Sergey Lazarev, president of the Moscow Chess Federation, told the Russian state-run news agency TASS the incident occurred during the Moscow Chess Open, an international chess forum.

“The robot broke the child’s finger – this, of course, is bad. The robot was rented by us, it has been exhibited in many places, for a long time, with specialists. Apparently, the operators overlooked it. The child made a move, and after that we need to give time for the robot to answer, but the boy hurried, the robot grabbed him. We have nothing to do with the robot,” Lazarev said, according to a translated statement.

“The child played the very next day, finished the tournament in a cast, and the volunteers helped to record the moves. Moskomsport called now, the parents want to contact the prosecutor’s office, we will communicate, figure it out and try to help [the family] in any way we can. And the robot operators, apparently, will have to think about strengthening protection so that this situation does not happen again,” the agency’s interlocutor added.

Sergei Smagin, vice president of the Moscow Chess Federation, told the Russian state-run outlet RIA Novosti that the child broke certain safety rules.

“This robot has been playing for a long time, about 15 years. Nothing serious happened, the boy then went to the award ceremony, signed (documents). Everything is fine with the boy. They put plaster on his finger to heal faster. Yes, there are certain safety rules, child, apparently, he broke them in time trouble and, when he made a move, he didn’t notice that he had to wait. This is an extremely rare case, in my memory it’s the first one,” said Smagin, according to a translated statement.

“This robot is unique, it performed at many open areas, where there were much more people. It happens, a combination of circumstances. It is necessary, apparently, to warn the children additionally. It is extremely strange that this happened, but it happened, it happens,” he added.

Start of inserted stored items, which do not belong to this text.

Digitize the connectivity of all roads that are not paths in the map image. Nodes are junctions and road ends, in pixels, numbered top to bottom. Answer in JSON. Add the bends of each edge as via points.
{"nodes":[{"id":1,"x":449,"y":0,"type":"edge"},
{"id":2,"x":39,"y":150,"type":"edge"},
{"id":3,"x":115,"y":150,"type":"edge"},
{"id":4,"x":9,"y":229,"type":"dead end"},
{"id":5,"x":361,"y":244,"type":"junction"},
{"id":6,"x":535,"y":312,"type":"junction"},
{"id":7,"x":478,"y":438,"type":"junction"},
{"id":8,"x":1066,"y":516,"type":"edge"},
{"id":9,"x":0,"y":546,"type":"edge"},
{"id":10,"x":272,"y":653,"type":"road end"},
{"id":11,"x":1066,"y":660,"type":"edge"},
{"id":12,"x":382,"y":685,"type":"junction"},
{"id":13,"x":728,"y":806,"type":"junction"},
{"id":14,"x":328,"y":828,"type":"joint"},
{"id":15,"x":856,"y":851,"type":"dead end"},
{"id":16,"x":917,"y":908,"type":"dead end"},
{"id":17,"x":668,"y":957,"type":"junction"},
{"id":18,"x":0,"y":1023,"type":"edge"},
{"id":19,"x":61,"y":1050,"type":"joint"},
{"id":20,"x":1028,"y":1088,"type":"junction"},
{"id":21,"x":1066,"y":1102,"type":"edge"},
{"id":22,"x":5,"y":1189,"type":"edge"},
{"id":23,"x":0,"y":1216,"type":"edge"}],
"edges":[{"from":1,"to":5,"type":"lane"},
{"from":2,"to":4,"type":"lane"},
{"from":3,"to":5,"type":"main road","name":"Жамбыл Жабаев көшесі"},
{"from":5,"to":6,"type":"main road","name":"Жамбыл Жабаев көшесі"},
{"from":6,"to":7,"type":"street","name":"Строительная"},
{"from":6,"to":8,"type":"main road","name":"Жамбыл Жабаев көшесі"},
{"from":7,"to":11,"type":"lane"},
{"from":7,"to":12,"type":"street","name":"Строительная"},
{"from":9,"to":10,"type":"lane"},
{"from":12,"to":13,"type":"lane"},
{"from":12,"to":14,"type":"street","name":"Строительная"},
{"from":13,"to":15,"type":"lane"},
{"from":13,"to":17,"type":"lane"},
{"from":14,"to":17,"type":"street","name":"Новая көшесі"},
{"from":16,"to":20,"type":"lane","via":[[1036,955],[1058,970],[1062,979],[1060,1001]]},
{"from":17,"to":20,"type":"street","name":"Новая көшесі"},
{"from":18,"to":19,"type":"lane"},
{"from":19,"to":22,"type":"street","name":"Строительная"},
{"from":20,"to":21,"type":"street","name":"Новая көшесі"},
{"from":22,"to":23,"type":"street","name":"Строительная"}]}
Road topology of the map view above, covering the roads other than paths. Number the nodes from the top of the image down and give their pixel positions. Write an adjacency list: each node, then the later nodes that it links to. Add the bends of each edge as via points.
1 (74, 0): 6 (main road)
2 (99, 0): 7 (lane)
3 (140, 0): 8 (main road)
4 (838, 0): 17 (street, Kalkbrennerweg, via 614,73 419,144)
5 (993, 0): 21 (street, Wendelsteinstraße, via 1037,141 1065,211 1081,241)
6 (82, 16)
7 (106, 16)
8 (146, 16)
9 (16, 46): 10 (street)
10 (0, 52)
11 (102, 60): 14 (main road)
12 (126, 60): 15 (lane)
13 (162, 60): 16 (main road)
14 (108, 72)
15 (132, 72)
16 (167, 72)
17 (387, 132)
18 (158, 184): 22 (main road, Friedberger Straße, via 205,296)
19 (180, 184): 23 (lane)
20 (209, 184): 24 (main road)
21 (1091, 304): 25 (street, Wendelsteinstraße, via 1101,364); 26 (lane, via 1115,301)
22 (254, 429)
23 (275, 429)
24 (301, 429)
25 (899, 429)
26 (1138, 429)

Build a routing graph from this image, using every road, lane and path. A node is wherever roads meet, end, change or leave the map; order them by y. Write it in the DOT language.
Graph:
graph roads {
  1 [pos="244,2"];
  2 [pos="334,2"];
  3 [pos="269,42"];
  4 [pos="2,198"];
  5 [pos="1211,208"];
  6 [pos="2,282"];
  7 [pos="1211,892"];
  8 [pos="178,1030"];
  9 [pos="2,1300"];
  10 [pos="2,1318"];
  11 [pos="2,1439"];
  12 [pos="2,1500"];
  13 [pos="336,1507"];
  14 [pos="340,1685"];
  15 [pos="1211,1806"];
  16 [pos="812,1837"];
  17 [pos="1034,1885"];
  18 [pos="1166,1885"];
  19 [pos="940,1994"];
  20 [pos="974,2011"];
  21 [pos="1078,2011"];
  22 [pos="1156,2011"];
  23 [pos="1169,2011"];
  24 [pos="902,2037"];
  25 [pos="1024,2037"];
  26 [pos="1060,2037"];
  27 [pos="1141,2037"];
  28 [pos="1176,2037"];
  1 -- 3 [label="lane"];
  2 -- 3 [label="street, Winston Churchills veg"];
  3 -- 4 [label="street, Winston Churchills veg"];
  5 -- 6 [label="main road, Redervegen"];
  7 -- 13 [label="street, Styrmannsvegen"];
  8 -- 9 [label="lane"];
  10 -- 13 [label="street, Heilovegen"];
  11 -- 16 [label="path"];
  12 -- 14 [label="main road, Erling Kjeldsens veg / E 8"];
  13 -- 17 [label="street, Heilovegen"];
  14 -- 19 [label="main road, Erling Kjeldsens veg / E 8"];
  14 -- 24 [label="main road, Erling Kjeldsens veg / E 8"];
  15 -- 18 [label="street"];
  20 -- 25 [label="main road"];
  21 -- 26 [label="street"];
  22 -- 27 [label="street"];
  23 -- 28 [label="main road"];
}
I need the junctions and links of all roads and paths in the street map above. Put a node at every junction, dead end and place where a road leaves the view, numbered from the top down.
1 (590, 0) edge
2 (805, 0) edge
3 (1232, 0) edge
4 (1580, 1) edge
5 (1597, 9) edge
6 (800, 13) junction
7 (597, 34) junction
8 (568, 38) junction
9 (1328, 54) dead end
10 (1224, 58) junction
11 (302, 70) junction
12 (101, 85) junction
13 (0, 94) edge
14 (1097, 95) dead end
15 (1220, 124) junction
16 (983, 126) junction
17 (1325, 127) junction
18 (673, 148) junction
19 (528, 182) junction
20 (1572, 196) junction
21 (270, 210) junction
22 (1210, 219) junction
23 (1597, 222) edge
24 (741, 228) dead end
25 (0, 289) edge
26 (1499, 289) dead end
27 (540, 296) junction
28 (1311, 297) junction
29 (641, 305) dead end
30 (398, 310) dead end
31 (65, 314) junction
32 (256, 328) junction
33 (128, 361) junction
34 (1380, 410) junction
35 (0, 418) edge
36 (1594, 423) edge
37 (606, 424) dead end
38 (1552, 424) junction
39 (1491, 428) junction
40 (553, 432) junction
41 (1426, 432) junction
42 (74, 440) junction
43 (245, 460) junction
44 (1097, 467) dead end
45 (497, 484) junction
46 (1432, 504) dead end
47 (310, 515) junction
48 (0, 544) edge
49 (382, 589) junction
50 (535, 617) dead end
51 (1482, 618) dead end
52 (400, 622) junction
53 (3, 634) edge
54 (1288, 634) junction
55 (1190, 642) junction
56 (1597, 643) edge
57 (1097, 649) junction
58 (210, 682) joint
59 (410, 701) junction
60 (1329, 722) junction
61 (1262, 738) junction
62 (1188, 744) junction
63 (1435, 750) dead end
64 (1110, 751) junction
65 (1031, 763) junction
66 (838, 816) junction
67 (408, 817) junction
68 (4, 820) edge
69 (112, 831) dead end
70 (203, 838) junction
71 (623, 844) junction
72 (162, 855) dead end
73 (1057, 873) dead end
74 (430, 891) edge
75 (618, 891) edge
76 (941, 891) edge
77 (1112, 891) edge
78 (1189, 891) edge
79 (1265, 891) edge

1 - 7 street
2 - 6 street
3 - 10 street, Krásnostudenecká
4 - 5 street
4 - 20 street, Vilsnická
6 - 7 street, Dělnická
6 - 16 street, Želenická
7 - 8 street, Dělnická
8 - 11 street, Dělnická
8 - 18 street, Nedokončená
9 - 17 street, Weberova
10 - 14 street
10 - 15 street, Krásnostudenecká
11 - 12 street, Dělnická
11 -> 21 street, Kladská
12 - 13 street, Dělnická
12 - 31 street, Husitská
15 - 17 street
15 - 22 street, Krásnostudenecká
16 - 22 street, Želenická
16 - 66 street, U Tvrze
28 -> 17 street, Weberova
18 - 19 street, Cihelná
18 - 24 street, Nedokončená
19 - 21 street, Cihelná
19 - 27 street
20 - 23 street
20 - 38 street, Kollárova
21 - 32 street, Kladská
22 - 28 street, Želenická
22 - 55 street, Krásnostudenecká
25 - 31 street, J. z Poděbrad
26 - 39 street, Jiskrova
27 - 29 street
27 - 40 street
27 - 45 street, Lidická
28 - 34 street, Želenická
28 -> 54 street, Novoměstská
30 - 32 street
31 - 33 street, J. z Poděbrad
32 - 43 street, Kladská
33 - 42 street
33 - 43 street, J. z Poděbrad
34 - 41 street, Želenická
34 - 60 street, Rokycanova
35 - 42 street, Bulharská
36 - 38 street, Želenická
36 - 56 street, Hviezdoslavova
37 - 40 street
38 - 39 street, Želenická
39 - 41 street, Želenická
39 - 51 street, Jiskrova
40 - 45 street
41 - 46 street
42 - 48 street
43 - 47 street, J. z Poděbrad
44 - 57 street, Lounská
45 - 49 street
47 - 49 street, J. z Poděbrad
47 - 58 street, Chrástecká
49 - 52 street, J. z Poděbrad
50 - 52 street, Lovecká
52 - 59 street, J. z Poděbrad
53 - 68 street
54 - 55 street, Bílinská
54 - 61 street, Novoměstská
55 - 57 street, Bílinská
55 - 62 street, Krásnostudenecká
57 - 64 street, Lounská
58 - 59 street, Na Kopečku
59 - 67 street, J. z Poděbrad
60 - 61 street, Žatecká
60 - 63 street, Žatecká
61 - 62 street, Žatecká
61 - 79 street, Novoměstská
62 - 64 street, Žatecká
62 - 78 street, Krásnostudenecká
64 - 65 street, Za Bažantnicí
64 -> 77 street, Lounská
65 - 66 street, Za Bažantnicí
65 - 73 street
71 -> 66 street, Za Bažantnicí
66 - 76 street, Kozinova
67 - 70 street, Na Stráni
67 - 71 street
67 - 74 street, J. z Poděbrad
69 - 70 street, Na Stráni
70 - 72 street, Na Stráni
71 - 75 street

Smagin said there are no plans to remove the robot from future tournaments.

“It is absolutely safe. It will be necessary to analyze why this happened. The robot has a very talented inventor, it may be necessary to install an additional protection system,” Smagin concluded. “To be honest, I am not an expert in how the robot is configured, but the case is amazing, given how many events have taken place with his participation.”